Classic. Whimsical. Vibrant. Unexpected.
Lone Crow Bungalow (previously “Bend Bungalow”) was born in 2001 in Bend, Oregon out of a love of the aesthetics and philosophy of the American Bungalow Era (1920s) and a passion for the current nationwide resurgence and enduring quality of the style. Founder Karen Letourneau, her staff, and the shop’s clever American crow mascot “Bo” search out authentic, handcrafted decor and gifts from artisans around the country and abroad. The shop has been photographed by magazines such as Sunset Magazine and Cottage Living, and our finds have been featured in a wide range of beautiful homes across the United States.
Bo’s “Talking Crow” Blog serves as an online decor and design resource, with an ever changing showcase of curious finds and gifts, vibrant furnishings, restoration pieces, and bungalow era trends for those who like to be surrounded by the things they love.
Why “Lone”? Because we are singular in our style and in our approach to customer service. We aim to stand apart from the crowd, and we are confident that it will be abundantly evident to you at the shop and online.
Why “Crow”? Crows are curious, clever, playful, and adaptable … all things that describe the shop and our customers as well. Crows are also a recognizable artistic motif often seen in traditional American Bungalow Style.

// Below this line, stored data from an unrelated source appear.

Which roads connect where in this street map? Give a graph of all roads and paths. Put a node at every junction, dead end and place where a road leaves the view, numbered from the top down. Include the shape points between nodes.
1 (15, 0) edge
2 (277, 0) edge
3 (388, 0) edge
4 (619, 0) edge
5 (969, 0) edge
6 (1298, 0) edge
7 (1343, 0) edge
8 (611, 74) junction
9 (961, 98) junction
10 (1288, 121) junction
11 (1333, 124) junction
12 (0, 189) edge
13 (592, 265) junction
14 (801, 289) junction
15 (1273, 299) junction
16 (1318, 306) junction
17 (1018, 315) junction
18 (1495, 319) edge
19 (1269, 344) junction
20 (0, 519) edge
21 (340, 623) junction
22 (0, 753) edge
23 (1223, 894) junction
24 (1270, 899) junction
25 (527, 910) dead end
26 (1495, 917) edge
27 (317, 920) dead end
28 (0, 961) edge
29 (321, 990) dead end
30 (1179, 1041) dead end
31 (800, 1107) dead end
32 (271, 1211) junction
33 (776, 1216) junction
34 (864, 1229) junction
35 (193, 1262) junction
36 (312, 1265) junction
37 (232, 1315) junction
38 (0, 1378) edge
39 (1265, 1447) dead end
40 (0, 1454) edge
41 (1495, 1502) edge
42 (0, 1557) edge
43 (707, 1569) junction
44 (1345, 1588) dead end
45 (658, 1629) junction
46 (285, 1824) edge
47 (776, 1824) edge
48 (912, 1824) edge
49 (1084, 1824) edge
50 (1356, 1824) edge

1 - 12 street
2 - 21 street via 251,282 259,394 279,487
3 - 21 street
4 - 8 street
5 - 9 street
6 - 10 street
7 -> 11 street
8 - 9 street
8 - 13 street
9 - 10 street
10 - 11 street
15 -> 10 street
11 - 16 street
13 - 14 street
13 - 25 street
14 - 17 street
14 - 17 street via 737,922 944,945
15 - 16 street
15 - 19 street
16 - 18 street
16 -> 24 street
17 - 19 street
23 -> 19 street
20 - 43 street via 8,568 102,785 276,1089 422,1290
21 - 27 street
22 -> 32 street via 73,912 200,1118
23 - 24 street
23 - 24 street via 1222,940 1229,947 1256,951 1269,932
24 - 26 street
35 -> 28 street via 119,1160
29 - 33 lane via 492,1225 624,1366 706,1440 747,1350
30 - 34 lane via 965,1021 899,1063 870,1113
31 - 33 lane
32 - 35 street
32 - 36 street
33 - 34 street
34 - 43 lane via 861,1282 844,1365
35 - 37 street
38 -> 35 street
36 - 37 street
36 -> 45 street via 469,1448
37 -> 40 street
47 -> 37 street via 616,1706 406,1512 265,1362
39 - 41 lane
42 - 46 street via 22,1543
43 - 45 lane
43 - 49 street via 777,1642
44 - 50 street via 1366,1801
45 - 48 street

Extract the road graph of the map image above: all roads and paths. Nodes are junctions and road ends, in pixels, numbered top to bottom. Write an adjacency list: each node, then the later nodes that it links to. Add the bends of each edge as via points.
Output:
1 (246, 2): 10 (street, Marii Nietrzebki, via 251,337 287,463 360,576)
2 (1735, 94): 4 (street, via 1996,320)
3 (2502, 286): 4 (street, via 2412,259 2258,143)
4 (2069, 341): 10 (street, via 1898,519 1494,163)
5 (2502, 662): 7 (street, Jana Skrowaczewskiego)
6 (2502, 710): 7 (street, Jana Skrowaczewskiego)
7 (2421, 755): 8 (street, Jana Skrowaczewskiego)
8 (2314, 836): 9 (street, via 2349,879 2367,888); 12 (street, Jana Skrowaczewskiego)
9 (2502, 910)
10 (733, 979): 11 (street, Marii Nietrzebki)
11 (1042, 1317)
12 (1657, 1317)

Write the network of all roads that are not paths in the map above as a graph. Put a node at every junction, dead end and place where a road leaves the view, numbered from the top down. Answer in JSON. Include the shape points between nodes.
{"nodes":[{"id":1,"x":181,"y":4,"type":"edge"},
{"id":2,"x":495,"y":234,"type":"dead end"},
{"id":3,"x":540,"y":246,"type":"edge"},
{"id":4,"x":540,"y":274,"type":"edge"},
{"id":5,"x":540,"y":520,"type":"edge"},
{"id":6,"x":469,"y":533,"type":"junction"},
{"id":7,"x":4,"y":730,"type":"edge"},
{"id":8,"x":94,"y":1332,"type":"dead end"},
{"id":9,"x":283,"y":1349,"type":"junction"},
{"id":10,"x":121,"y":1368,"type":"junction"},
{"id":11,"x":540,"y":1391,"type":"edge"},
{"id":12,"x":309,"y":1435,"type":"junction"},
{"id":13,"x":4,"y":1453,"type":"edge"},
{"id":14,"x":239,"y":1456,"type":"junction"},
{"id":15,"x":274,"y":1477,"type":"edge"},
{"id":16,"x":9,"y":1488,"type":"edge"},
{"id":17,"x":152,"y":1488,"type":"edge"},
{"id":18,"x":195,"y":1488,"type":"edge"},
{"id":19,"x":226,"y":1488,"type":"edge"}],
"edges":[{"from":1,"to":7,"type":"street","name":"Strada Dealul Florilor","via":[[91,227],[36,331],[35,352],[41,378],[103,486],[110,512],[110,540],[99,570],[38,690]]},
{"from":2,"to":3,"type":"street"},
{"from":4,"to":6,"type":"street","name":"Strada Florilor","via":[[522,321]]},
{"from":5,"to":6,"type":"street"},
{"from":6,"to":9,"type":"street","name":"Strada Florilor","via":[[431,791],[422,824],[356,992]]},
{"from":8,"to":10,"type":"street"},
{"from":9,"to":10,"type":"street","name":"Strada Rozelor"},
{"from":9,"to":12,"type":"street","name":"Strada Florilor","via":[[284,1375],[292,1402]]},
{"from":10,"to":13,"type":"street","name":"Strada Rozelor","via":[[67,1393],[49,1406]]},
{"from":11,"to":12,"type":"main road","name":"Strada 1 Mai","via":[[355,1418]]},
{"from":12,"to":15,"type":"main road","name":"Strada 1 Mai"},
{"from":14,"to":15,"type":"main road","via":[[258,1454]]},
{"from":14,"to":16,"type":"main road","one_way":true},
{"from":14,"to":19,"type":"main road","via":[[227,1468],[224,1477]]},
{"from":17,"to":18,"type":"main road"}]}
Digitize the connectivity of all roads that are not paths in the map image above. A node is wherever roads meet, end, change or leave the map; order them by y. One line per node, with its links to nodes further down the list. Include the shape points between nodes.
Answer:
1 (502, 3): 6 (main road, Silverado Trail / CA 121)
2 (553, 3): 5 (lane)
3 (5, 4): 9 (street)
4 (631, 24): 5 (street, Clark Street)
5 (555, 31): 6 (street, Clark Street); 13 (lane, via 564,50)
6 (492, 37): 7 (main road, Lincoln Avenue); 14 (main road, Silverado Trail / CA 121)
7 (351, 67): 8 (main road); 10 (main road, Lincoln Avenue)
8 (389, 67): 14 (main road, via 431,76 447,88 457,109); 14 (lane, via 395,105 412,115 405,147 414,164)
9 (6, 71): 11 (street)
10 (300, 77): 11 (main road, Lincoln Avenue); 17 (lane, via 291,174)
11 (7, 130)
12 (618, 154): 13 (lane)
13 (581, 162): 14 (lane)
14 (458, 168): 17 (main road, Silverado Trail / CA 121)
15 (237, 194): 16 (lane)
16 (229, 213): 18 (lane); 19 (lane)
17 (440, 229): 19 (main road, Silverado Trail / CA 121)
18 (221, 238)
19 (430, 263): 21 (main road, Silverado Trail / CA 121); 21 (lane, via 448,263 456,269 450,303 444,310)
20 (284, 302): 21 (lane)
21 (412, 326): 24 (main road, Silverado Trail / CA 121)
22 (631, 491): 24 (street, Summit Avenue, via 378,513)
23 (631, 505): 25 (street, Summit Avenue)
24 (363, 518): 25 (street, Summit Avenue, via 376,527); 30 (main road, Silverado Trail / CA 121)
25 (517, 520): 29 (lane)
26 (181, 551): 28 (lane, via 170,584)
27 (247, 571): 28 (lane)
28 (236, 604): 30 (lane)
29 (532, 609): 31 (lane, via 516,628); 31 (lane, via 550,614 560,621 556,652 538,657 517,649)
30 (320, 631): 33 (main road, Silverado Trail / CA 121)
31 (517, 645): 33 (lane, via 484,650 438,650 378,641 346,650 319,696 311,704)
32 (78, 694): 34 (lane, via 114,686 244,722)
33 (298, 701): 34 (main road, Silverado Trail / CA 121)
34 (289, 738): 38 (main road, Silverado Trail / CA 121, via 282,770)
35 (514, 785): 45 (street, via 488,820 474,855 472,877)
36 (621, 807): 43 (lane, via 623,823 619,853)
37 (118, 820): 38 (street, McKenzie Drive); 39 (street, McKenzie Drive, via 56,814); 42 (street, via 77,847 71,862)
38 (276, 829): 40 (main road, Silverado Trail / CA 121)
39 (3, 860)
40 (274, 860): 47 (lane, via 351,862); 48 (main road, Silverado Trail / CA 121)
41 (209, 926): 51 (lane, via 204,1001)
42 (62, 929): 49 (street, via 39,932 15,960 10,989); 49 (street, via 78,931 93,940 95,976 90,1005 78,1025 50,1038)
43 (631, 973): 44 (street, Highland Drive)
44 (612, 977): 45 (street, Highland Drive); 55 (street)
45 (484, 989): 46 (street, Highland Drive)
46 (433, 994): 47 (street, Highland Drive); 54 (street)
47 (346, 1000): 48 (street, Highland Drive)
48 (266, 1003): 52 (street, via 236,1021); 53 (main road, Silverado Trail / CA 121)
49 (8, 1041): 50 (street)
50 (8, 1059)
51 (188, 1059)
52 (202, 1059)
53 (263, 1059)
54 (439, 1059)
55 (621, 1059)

Why “Bo”? Easy … our mascot’s name stands for Bend, Oregon, our home and daily source of inspiration courtesy of nature. This playful trickster keeps us guessing and gives voice to the collective whims of the staff.
About American Bungalow Style
Traditional American Bungalow Style embraces natural materials and traditional handcraftsmanship to create items that are as functional as they are beautiful. Lone Crow Bungalow takes that tradition and brings it up to current day, with an often unexpected twist, incorporating refreshing pieces that blend Bungalow style basics with new insight.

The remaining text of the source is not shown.